Following the Glorious Revolution he became Chaplain to the King of Great Britain (William III of Orange) on 1 August 1690. In August 1691 he was appointed minister of Old Kirk, St Giles in Edinburgh. He declined a translation to Inveresk in 1693.

In 1700 he succeeded George Hamilton as Moderator of the General Assembly. He was succeeded in turn in 1701 by Thomas Wilkie.

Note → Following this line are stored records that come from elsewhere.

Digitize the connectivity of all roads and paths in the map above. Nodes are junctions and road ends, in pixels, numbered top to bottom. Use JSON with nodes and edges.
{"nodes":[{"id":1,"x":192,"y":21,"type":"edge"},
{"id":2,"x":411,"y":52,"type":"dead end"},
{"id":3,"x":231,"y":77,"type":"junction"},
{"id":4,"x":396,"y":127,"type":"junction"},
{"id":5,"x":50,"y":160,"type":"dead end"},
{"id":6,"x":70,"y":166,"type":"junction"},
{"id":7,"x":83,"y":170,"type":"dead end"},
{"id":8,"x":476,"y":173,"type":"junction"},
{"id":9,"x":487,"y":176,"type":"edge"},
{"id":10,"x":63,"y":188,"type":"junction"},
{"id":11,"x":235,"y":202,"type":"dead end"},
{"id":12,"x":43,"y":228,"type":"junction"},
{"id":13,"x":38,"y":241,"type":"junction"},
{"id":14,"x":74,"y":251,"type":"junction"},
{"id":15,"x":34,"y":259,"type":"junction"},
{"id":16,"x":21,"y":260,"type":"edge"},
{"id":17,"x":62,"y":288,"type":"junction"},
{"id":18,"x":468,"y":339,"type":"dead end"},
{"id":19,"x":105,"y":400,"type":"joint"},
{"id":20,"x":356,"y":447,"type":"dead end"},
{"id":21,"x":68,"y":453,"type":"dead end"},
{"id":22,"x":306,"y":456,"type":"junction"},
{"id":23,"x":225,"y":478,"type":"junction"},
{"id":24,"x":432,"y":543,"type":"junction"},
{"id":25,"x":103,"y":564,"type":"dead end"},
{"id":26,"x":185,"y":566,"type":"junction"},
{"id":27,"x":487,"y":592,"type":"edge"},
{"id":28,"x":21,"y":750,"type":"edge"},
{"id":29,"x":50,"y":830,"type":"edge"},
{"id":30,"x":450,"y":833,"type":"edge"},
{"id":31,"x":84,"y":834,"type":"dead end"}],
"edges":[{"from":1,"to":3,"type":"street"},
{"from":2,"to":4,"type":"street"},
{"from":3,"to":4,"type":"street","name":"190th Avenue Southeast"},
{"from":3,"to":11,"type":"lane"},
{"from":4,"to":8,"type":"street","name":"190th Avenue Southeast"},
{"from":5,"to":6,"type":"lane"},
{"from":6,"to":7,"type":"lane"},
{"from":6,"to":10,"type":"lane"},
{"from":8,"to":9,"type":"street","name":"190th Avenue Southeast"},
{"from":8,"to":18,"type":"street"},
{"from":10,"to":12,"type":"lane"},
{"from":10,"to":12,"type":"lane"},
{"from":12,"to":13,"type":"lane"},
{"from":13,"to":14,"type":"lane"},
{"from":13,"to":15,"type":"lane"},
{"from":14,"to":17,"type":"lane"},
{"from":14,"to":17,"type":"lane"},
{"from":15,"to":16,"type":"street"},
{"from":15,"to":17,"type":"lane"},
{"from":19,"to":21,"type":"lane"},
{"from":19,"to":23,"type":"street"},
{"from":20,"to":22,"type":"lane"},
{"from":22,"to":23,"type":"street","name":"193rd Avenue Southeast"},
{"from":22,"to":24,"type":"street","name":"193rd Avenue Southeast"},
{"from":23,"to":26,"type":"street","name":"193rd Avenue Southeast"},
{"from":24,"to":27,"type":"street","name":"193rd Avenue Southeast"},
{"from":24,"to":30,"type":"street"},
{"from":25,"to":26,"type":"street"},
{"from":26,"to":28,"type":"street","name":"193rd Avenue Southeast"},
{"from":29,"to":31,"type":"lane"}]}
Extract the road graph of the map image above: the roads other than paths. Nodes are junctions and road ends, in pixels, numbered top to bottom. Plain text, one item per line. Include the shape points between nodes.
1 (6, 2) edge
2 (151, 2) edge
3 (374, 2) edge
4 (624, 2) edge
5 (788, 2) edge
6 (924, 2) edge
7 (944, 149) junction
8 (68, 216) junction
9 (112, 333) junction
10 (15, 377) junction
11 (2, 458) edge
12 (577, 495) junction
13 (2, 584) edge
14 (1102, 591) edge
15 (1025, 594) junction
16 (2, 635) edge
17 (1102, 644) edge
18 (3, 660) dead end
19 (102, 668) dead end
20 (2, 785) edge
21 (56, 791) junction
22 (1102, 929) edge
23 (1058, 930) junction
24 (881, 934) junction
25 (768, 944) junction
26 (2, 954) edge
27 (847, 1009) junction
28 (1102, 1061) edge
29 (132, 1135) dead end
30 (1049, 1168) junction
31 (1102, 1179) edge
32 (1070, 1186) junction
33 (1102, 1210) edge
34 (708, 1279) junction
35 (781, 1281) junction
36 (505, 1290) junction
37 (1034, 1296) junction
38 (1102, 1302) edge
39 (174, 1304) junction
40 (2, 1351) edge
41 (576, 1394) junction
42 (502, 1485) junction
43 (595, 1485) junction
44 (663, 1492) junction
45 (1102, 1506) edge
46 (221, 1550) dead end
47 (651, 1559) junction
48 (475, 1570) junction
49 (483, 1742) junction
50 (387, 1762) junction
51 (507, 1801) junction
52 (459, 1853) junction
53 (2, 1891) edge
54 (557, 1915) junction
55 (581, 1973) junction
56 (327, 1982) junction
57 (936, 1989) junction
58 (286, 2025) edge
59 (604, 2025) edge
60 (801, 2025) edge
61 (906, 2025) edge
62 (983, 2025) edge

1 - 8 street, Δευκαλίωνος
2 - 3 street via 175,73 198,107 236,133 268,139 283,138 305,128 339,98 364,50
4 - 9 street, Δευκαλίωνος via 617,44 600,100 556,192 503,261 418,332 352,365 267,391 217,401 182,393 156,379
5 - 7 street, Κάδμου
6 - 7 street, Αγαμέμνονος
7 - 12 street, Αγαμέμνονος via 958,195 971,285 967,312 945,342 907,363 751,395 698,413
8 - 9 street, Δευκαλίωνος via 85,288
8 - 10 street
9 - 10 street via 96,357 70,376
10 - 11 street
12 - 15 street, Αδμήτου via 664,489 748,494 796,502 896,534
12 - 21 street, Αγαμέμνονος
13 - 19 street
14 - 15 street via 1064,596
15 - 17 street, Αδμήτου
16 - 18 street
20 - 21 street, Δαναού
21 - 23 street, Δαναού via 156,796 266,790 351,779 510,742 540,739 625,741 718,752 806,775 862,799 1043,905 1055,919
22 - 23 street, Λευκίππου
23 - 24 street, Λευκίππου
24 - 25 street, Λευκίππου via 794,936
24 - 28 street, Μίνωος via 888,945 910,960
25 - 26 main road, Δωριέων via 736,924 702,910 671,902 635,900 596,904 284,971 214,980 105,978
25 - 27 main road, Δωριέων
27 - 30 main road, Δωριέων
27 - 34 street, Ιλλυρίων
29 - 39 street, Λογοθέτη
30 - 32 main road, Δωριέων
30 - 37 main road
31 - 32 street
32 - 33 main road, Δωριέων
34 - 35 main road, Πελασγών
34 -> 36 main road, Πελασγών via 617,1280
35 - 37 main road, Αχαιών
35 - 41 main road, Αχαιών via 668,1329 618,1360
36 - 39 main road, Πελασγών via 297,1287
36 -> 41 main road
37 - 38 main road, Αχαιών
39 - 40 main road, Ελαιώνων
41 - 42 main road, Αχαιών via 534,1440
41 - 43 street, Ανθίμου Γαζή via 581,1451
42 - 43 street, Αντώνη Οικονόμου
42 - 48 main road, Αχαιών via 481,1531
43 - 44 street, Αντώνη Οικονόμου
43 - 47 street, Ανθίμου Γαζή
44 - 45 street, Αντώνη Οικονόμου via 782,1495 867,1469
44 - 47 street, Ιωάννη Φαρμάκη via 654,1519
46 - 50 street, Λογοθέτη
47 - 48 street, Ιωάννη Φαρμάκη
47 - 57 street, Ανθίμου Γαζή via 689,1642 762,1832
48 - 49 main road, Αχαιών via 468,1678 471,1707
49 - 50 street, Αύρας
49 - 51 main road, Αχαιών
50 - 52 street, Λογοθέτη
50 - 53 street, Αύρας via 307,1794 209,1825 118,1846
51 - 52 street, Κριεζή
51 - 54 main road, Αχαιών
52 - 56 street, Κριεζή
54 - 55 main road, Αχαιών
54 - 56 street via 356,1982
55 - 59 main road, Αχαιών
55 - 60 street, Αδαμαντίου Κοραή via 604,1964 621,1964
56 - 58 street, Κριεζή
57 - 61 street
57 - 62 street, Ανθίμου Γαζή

David Blair died on 10 June 1710 aged 73. He was succeeded at Old Kirk St Giles by James Nisbet.

==Family==
In February 1697 he married Eupham Nisbet (d.1740) of Hillhead in the parish of Bothwell, daughter of Archibald Nisbet of Carfin. Their children included:

- Rev Robert Blair, minister of Athelstaneford in East Lothian
- Rev Archibald Blair, minister of Garvald, East Lothian
- Eupham Blair, married Rev Robert Hunter minister of Livingston, West Lothian
- Katherine Blair, married Rev Andrew Dunlop of Ormiston in East Lothian

David's great nephew was Rev Hugh Blair.